SMCI, specifically, Supermicro.

I know this firm's products quite well and have used them personally since the mid 2000s.  They are a motherboard manufacturer and have some very nice kit with features that make them particularly suitable for server machines (not so much for desktop computers simply because the extra cost doesn't bring you much except in very-specific circumstances.)

Specifically, most have "out of band" management so you can not only do things like toggle the power, check fan and temperature status, reset the box and such but in addition they have a "virtual console" capability using what is called "IPMI"  over a dedicated network interface (preferred for security reasons since that interface never leaves your data center "raw") and their boards typically support ECC memory, which is very important in larger server configurations with processors that also support it (specifically the Intel Xeon series) since random memory errors (e.g. cosmic ray hits, which can happen although they're very rare) could otherwise cause either undetected data corruption or even crashes.

But in the last couple of years they've been on a tear because they uttered the words "AI" and were buying quite a lot of Nvidia chips.

Just recently their auditor quit with a rather-amusing letter to the SEC (which of course is public) and drew a number of snickers, implying that they didn't like what they saw in the firm's financials.  The stock crashed, and is now trading around $30 (after trading as low as $17) -- off a fairly recent high of around $140!

This has brought many people out thinking its a screaming buy -- provided, of course, the books are not entirely-fraudulent.

As recently as mid 2022 the stock was trading at a split-adjusted $4.00/share!
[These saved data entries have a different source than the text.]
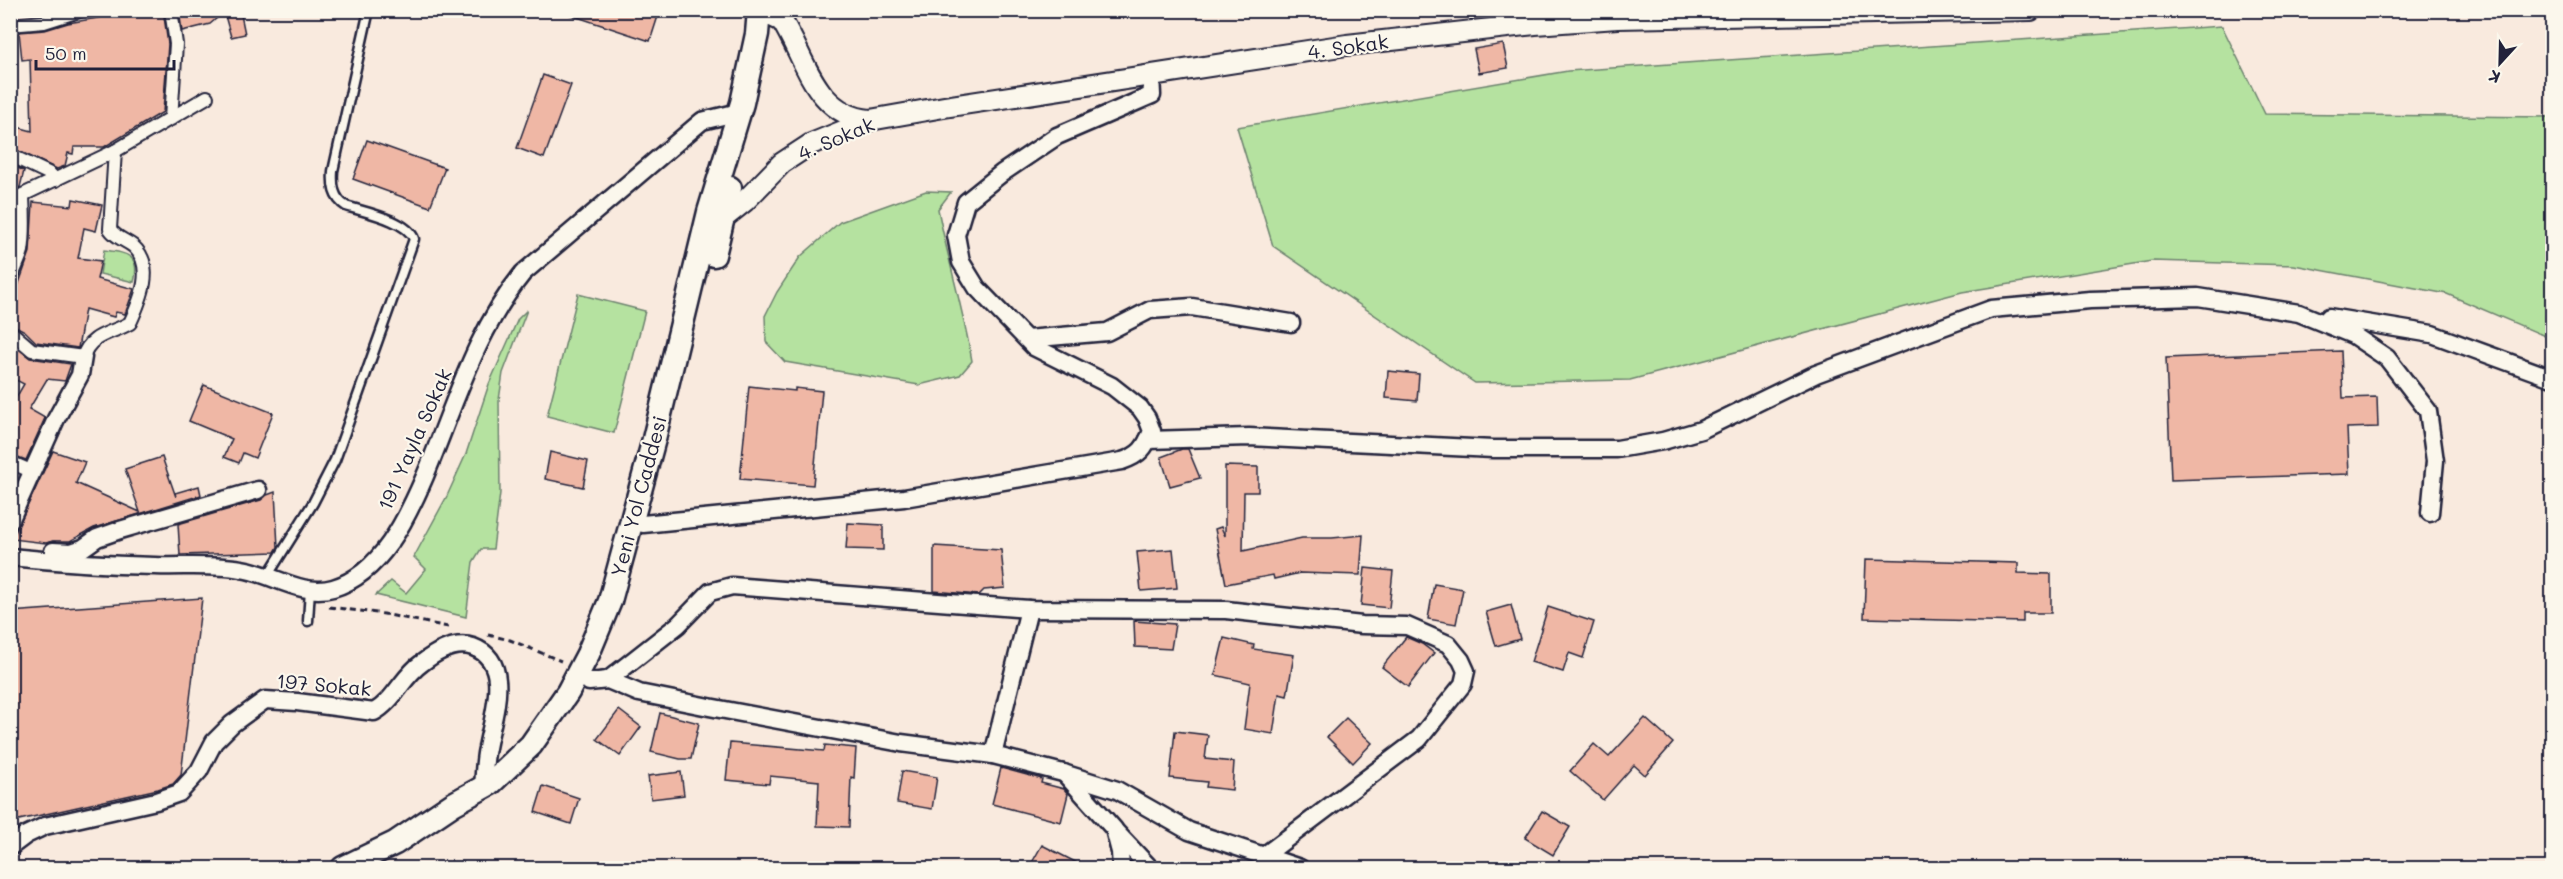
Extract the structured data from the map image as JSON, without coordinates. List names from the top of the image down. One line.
{"streets":{"main road":["Yeni Yol Caddesi"],"street":["4. Sokak","191 Yayla Sokak","197 Sokak"]},"crossings":[["4. Sokak","Yeni Yol Caddesi"],["191 Yayla Sokak","Yeni Yol Caddesi"],["Yeni Yol Caddesi","197 Sokak"]],"scale_bar":"50 m","north":"bottom"}
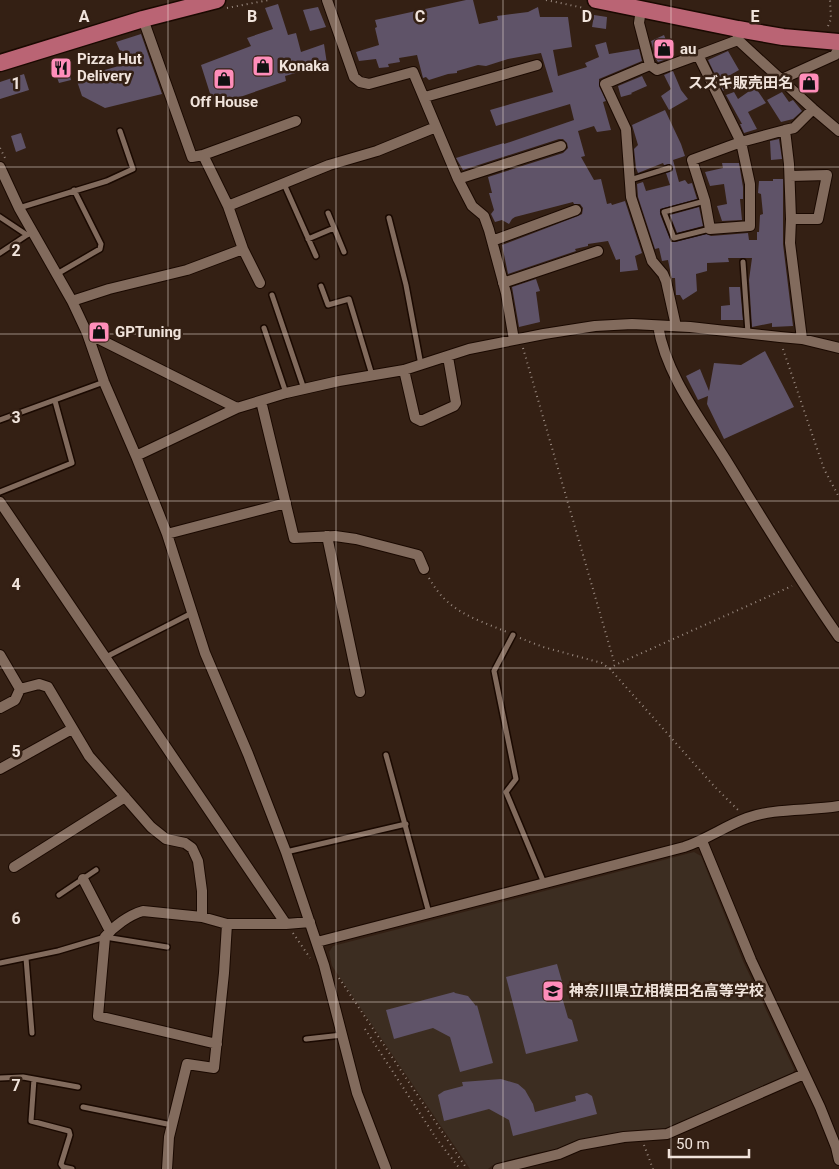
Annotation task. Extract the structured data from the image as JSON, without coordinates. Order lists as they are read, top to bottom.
{
  "places": {
    "shop": [
      "au",
      "Konaka",
      "Off House",
      "スズキ販売田名",
      "GPTuning"
    ],
    "restaurant": ["Pizza Hut Delivery"],
    "school or university": ["神奈川県立相模田名高等学校"]
  },
  "scale_bar": "50 m",
  "grid": {
    "columns": [
      "A",
      "B",
      "C",
      "D",
      "E"
    ],
    "rows": [
      "1",
      "2",
      "3",
      "4",
      "5",
      "6",
      "7"
    ]
  }
}
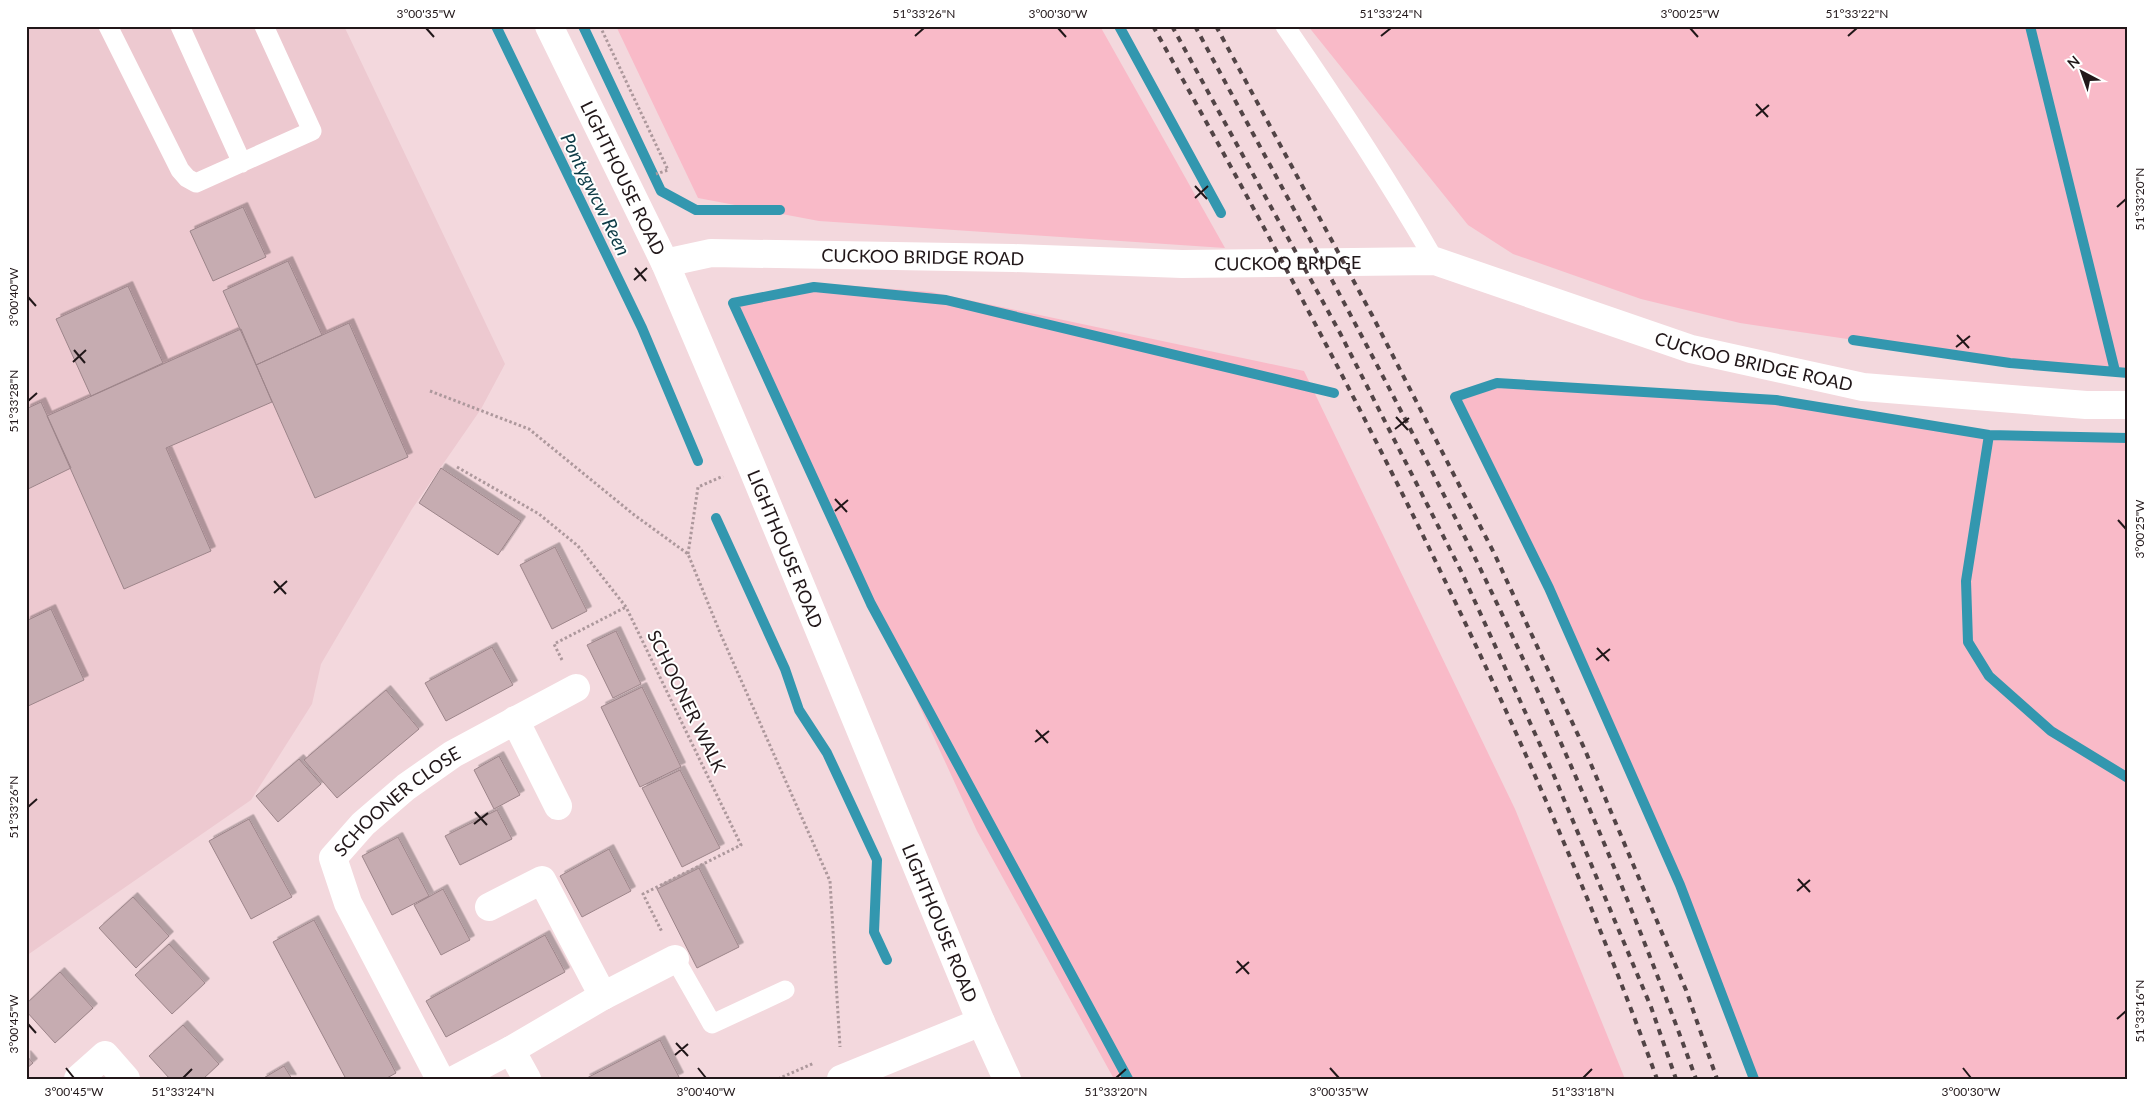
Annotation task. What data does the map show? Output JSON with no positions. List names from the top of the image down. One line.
{"streets":{"street":["LIGHTHOUSE ROAD","CUCKOO BRIDGE ROAD","CUCKOO BRIDGE","SCHOONER CLOSE"],"path":["SCHOONER WALK"]},"crossings":[["LIGHTHOUSE ROAD","CUCKOO BRIDGE ROAD"],["CUCKOO BRIDGE ROAD","CUCKOO BRIDGE"]],"water":["Pontygwcw Reen"],"north":"top left","coordinates":["3°00'35\"W","51°33'26\"N","3°00'30\"W","51°33'24\"N","3°00'25\"W","51°33'22\"N","51°33'20\"N","3°00'40\"W","51°33'28\"N","51°33'16\"N","3°00'45\"W","51°33'18\"N"]}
So exactly what has changed in the company's forward prospects selling server boards that leads someone to believe that it is was ever worth thirty times what it was worth in 2022 (note -- this was not a "startup" that just started making money!) and why is it worth seven times what it was in 2022 right now?

Again -- this is a company that makes motherboards, a commodity product that has decent operating margins and it is an established player in that space.  Note that it was a strong player in the space the entire time "cloud" was taking over the world and while they made a nice amount of money and have excellent products how did the market turn around and revalue them up by thirty TIMES in the first place when their essential product is a commodity item in the computing space?

Does anyone really think we will be putting thirty times as many servers in datacenters over the next few years?

Just contemplate that in the market as a whole folks -- look at basically everything and you will find this sort of pricing in what equities go for these days.  How is that defensible?

I argue it is not.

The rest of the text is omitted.